Your assignment: Please write out all the data that follows exactly, without the pictures.

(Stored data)
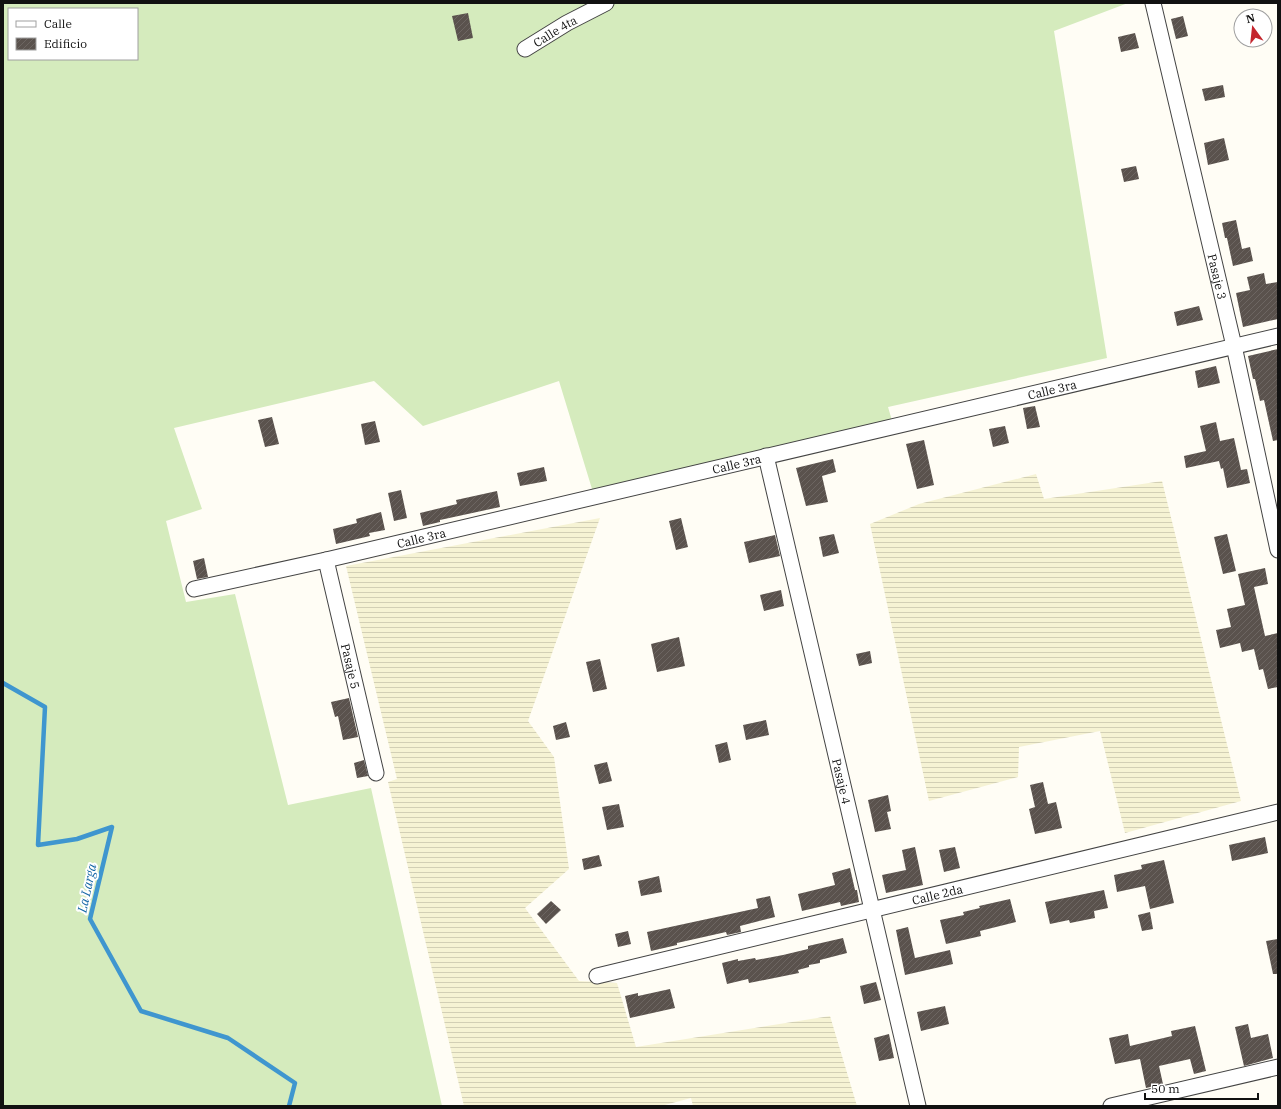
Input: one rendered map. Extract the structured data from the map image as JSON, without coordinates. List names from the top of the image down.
{
  "streets": {
    "street": [
      "Calle 4ta",
      "Pasaje 3",
      "Calle 3ra",
      "Pasaje 5",
      "Pasaje 4",
      "Calle 2da"
    ]
  },
  "crossings": [
    ["Pasaje 3", "Calle 3ra"],
    ["Calle 3ra", "Pasaje 5"],
    ["Calle 3ra", "Pasaje 4"],
    ["Pasaje 4", "Calle 2da"]
  ],
  "water": ["La Larga"],
  "legend": ["Calle", "Edificio"],
  "scale_bar": "50 m",
  "north": "top"
}
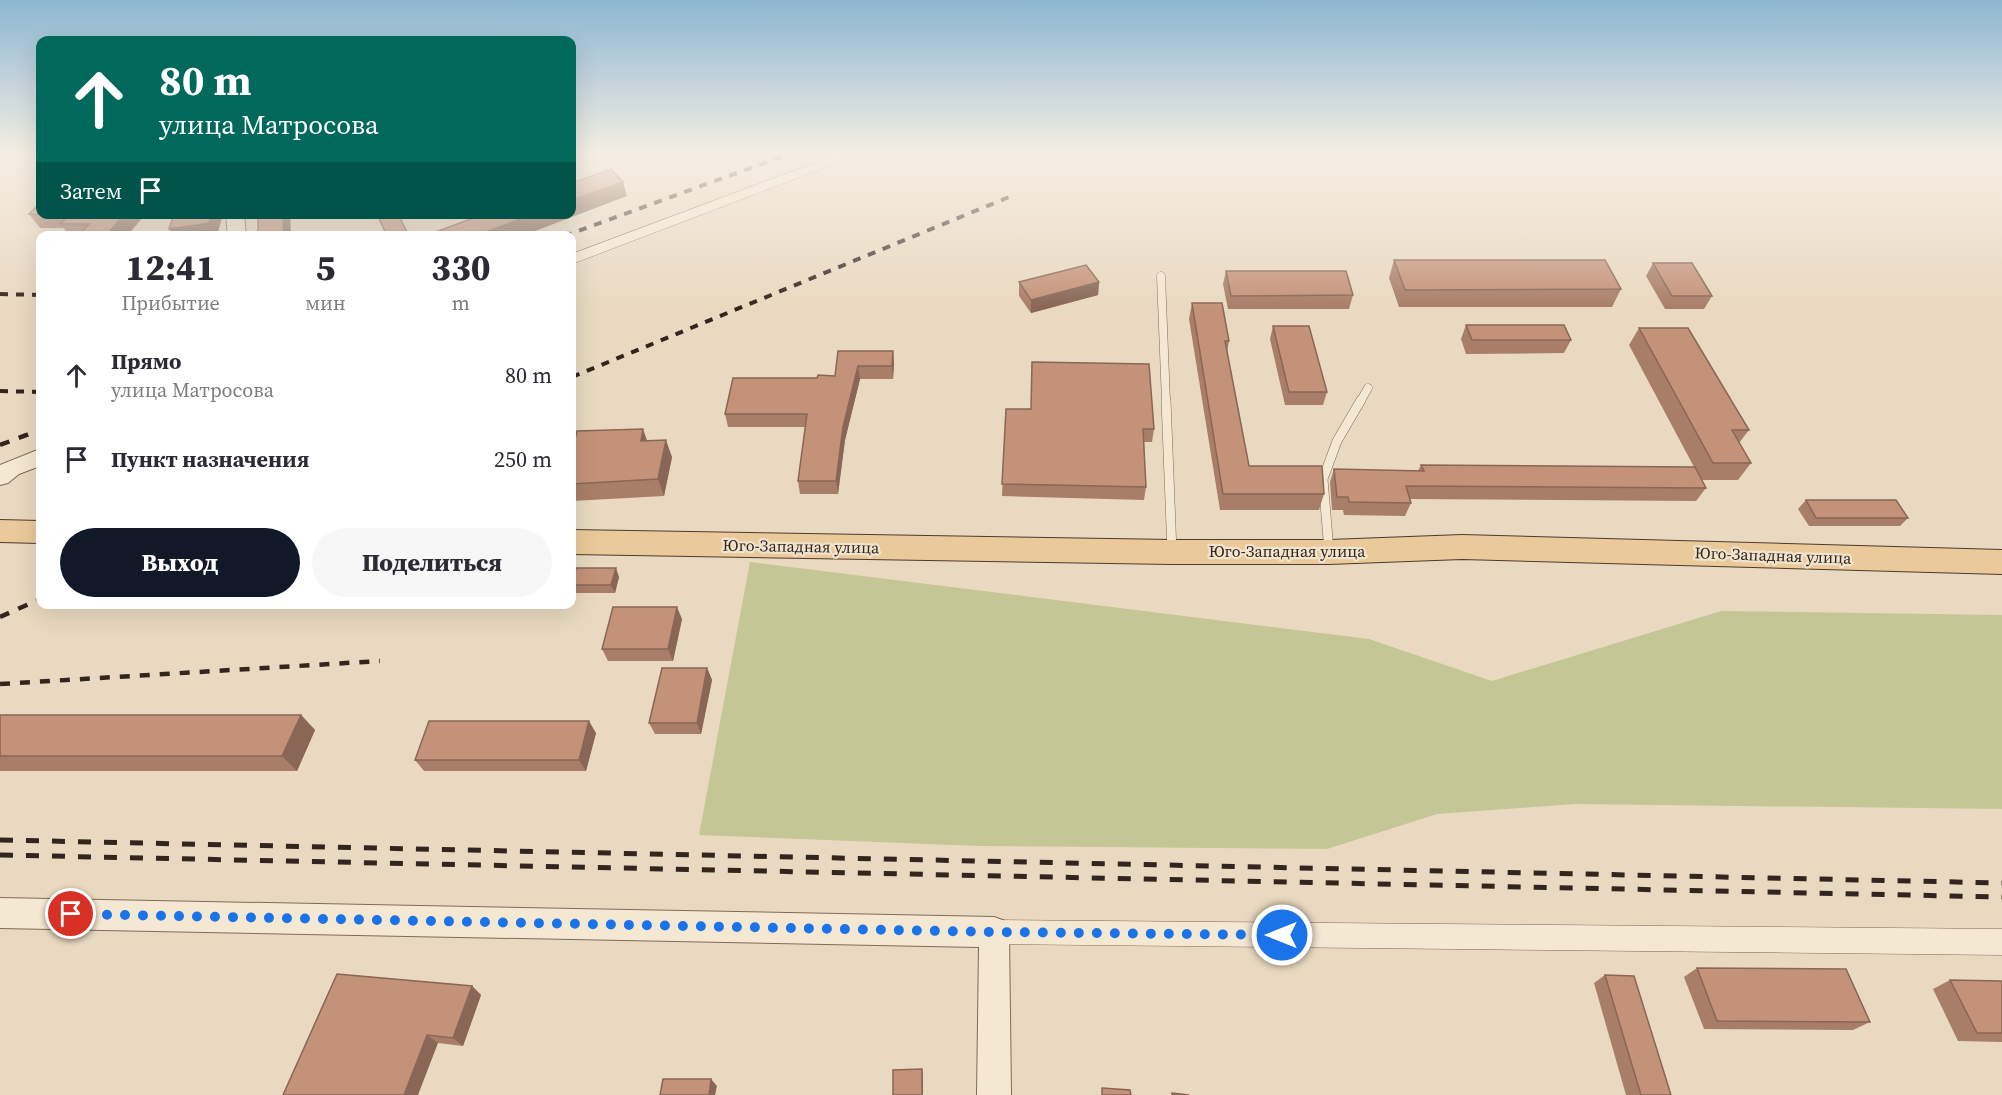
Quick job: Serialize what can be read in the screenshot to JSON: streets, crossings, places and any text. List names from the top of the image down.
{
  "streets": {
    "main road": ["Юго-Западная улица"]
  },
  "page": {
    "turn": ["80 m", "улица Матросова"],
    "then": "Затем",
    "eta": [
      "12:41",
      "Прибытие",
      "5",
      "мин",
      "330",
      "m"
    ],
    "list": [
      {
        "name": "Прямо",
        "note": "улица Матросова",
        "value": "80 m"
      },
      {
        "name": "Пункт назначения",
        "value": "250 m"
      }
    ],
    "buttons": ["Выход", "Поделиться"]
  }
}
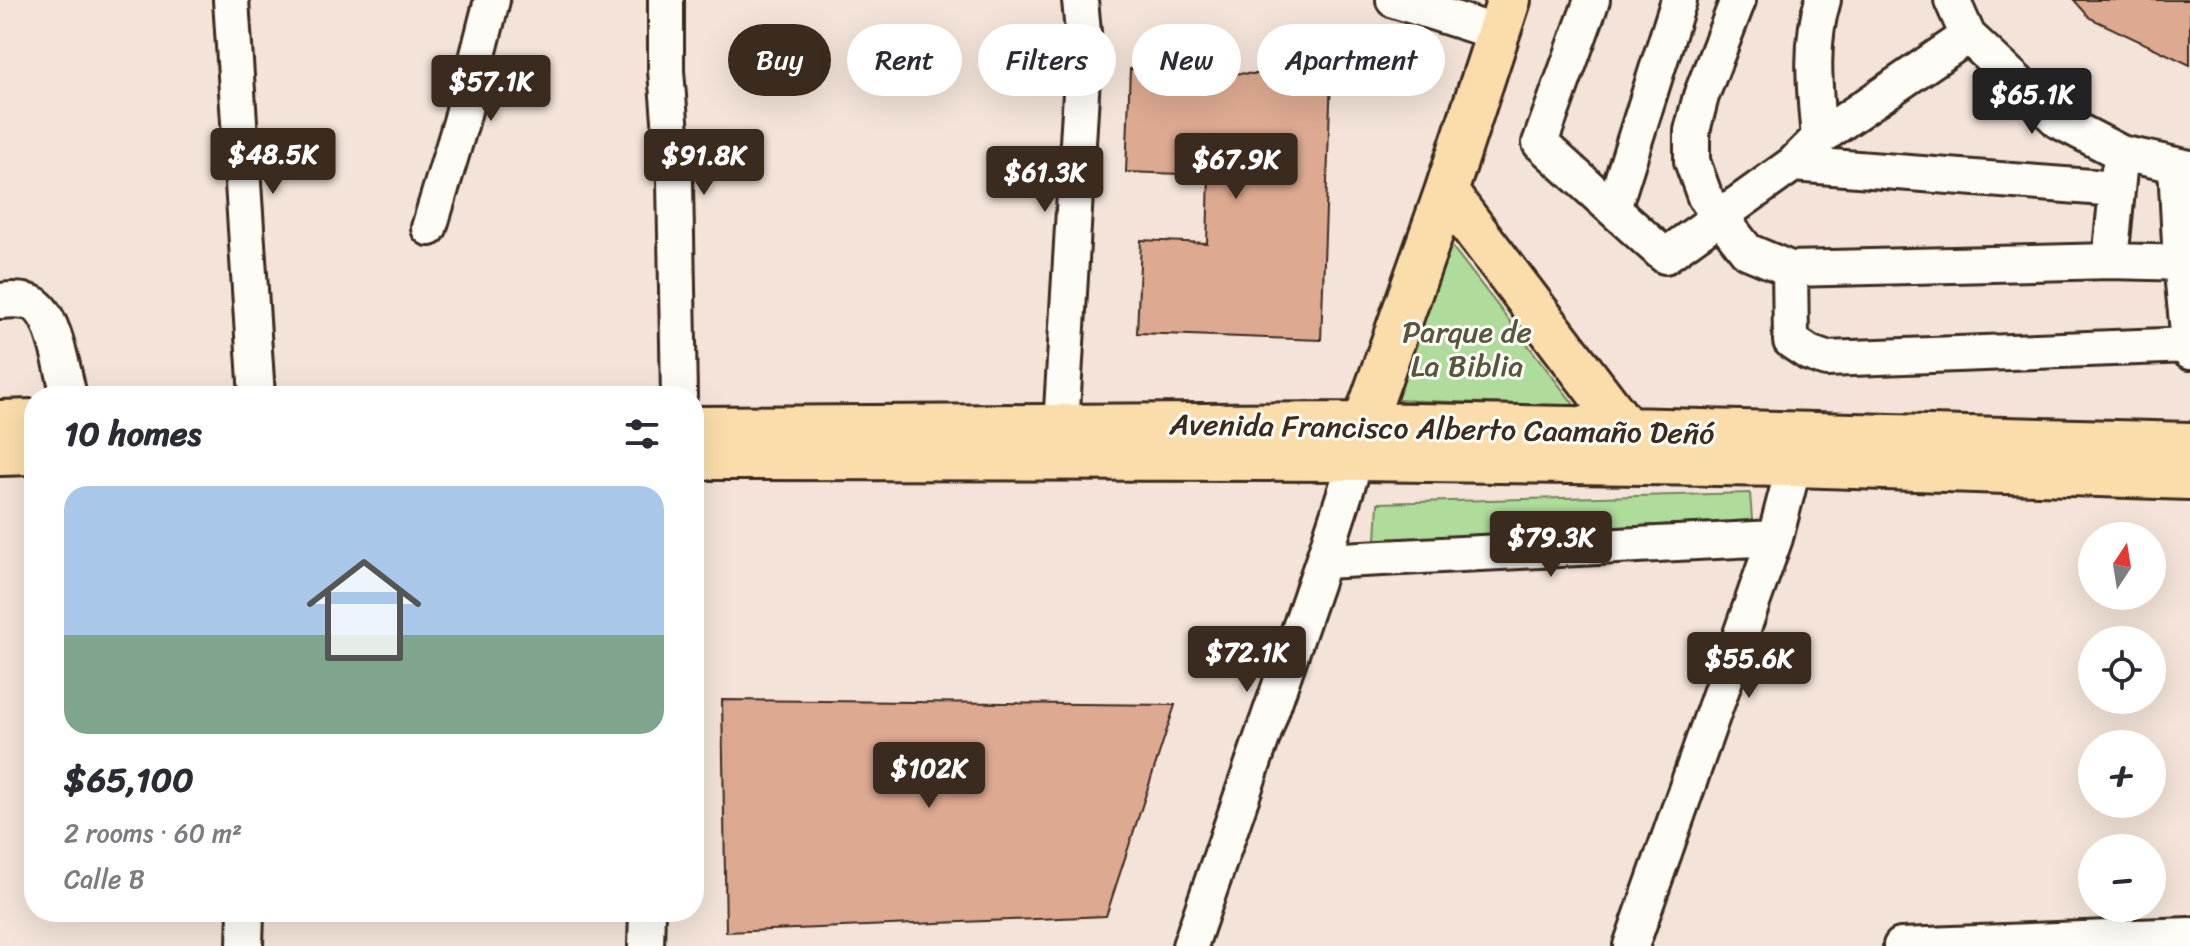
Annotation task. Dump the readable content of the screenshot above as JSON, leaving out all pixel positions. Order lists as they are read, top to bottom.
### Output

Written reply:
Input: one rendered map. Extract the structured data from the map image as JSON, without coordinates. List names from the top of the image down.
{
  "streets": {
    "street": [
      "Calle 4ta",
      "Pasaje 3",
      "Calle 3ra",
      "Pasaje 5",
      "Pasaje 4",
      "Calle 2da"
    ]
  },
  "crossings": [
    ["Pasaje 3", "Calle 3ra"],
    ["Calle 3ra", "Pasaje 5"],
    ["Calle 3ra", "Pasaje 4"],
    ["Pasaje 4", "Calle 2da"]
  ],
  "water": ["La Larga"],
  "legend": ["Calle", "Edificio"],
  "scale_bar": "50 m",
  "north": "top"
}
Quick job: Serialize what can be read in the screenshot to JSON: streets, crossings, places and any text. List names from the top of the image down.
{
  "streets": {
    "main road": ["Юго-Западная улица"]
  },
  "page": {
    "turn": ["80 m", "улица Матросова"],
    "then": "Затем",
    "eta": [
      "12:41",
      "Прибытие",
      "5",
      "мин",
      "330",
      "m"
    ],
    "list": [
      {
        "name": "Прямо",
        "note": "улица Матросова",
        "value": "80 m"
      },
      {
        "name": "Пункт назначения",
        "value": "250 m"
      }
    ],
    "buttons": ["Выход", "Поделиться"]
  }
}
Annotation task. Dump the readable content of the screenshot above as JSON, leaving out all pixel positions. Order lists as they are read, top to bottom.
### Output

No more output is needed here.